Conversations on Faith and the Church

And then the Lord appeared before them, and His first word to them, in their storm of hesitation, despair, doubt, bewilderment, was: Peace be unto you! How did they need it.. If what I have just said so briefly and so clumsily has reached you, you must understand that it was precisely they who did not have peace; and Christ gives it to them: the peace that the earth cannot give, the peace that the earth cannot take away, the peace of God, which only He, Christ, can give us... And then he blew on the disciples and said, "Receive the Holy Spirit... At that moment, this little flock, these ten disciples, who were then gathered together (because Thomas was not with them, and Judas died), became like a vessel containing the presence of the Holy Spirit; just as the Holy Spirit descended upon Jesus Christ when He ascended from the waters of the Jordan after His baptism, and remained upon Him, so now the Holy Spirit descended upon the body of Christ, upon His apostles, and dwelt in them, but on none of them separately from the others. The Spirit was given to them as to the body of Christ in its entirety, in its wholeness; He did not belong to any of them personally, but He lived in this new body of Christ. A week later, Thomas was again among his brethren when Christ came—and he did not need to receive the gift of the Holy Ghost separately, because that gift was given to the Church, and he was a member of the Church, whether he was there or not at the time of the gift.

The Holy Spirit dwells in the Church by this general gift and this personal gift; and each of us, at baptism and chrismation, enters the Church and, together with the others, because he is a member of the body of Christ, partakes of this mystery of spirit-bearing and receives the gift of the Holy Spirit personally.

And so the Church is also the dwelling place of the Holy Spirit; each of us individually and all of us collectively are the temple of the Holy Spirit. But even the word "temple" is not enough to express this mystery of our communion. The temple is a vessel, the temple is a frame; our relationship with the Holy Spirit is deeper: we not only contain Him, remaining as if alien to Him, but He permeates us, He becomes our life. He is present in the Church of Christ and in each of us. Of course, His presence is different; of course, we do not bear the same fruits, because our relationship with God is not mechanical. God does not do for us what we are called to do in His name and for Him; and therefore we have the task of acquiring the Holy Spirit; By ascetic podvig, purity of heart, purification of the mind, renewal of the flesh, the direction of all our will in accordance with the will of God, we must become capable of giving freedom to the Holy Spirit to act in us, to burn in us with a full flame.
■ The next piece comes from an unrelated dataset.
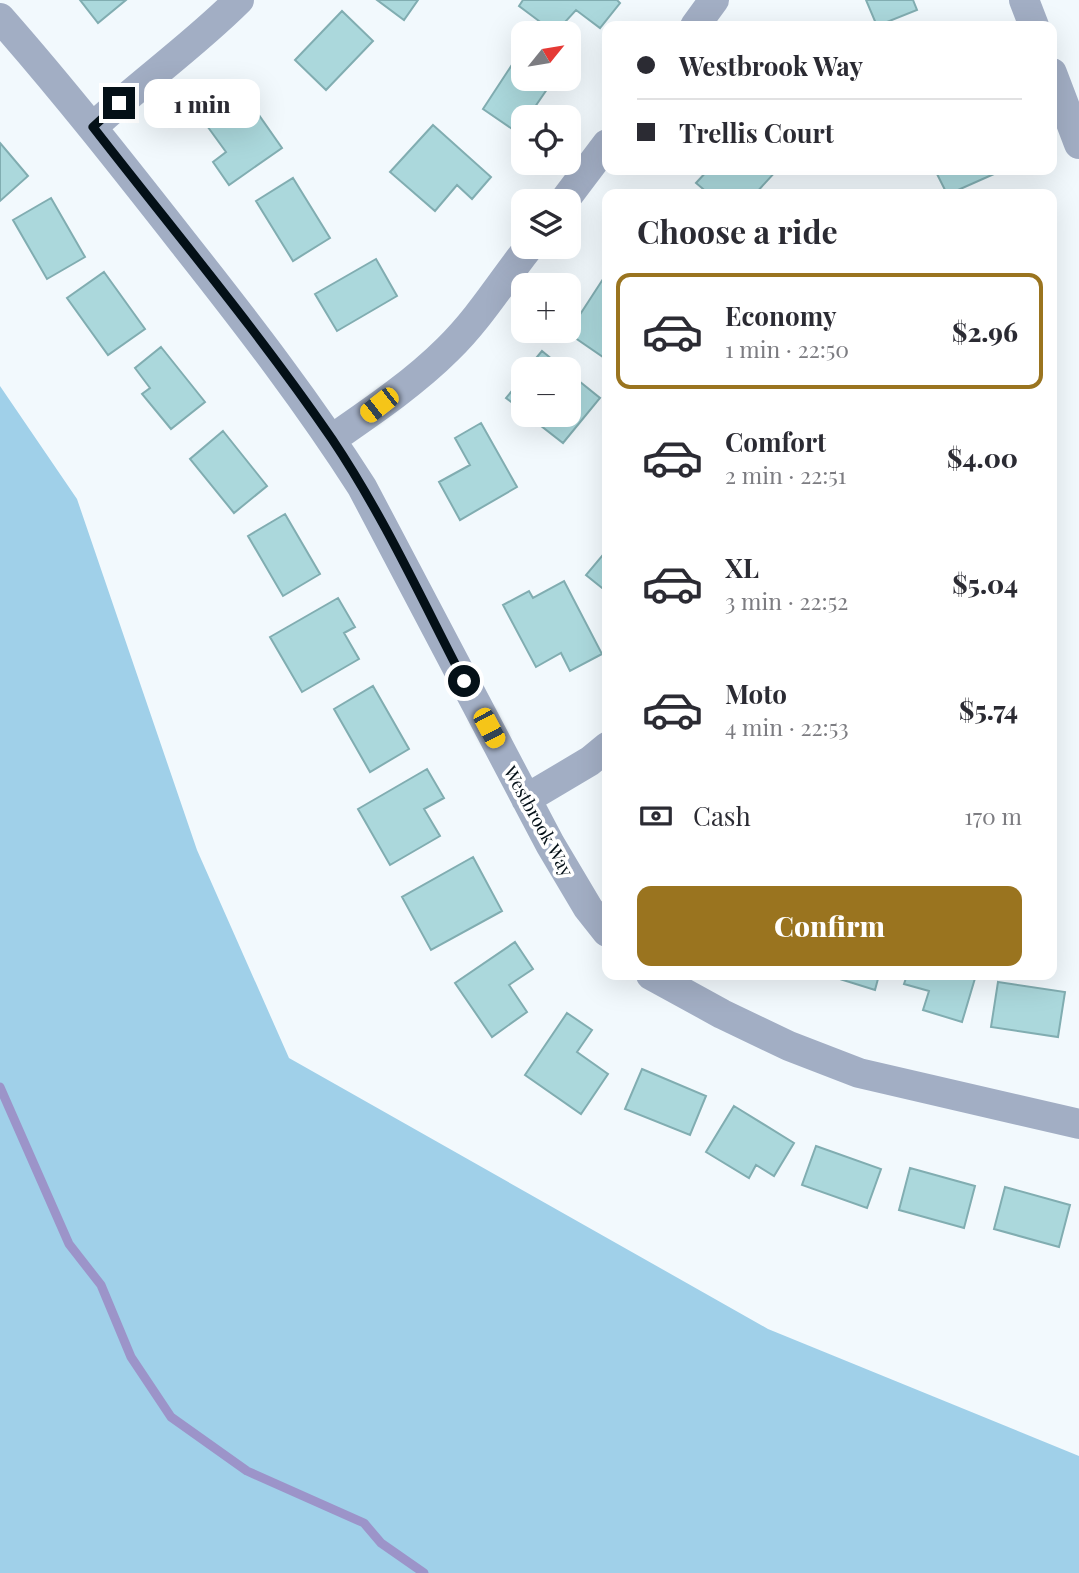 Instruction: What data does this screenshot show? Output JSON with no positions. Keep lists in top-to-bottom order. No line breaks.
{"streets":{"street":["Westbrook Way"]},"north":"top right","page":{"map_buttons":["+","−"],"banner":["Westbrook Way","Trellis Court"],"bubble":"1 min","heading":"Choose a ride","list":[{"name":"Economy","note":"1 min · 22:50","value":"$2.96"},{"name":"Comfort","note":"2 min · 22:51","value":"$4.00"},{"name":"XL","note":"3 min · 22:52","value":"$5.04"},{"name":"Moto","note":"4 min · 22:53","value":"$5.74"}],"pay":["Cash","170 m"],"buttons":"Confirm"}}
It can be said that each of us is like a tree that has not yet dried up, which has caught fire, partly smokes, partly burns, and partly dries up and is engulfed by this fire, until at last we are so embraced that each of us individually and all of us together will become like a burning bush, which burned with the fire of the Divinity and did not burn in it.

And so the Church, even in our person, through this gift of the Holy Spirit, is filled with Divinity, and our humanity in her and in Him is gradually changing, gradually being processed in some sometimes invisible, and sometimes tangible way.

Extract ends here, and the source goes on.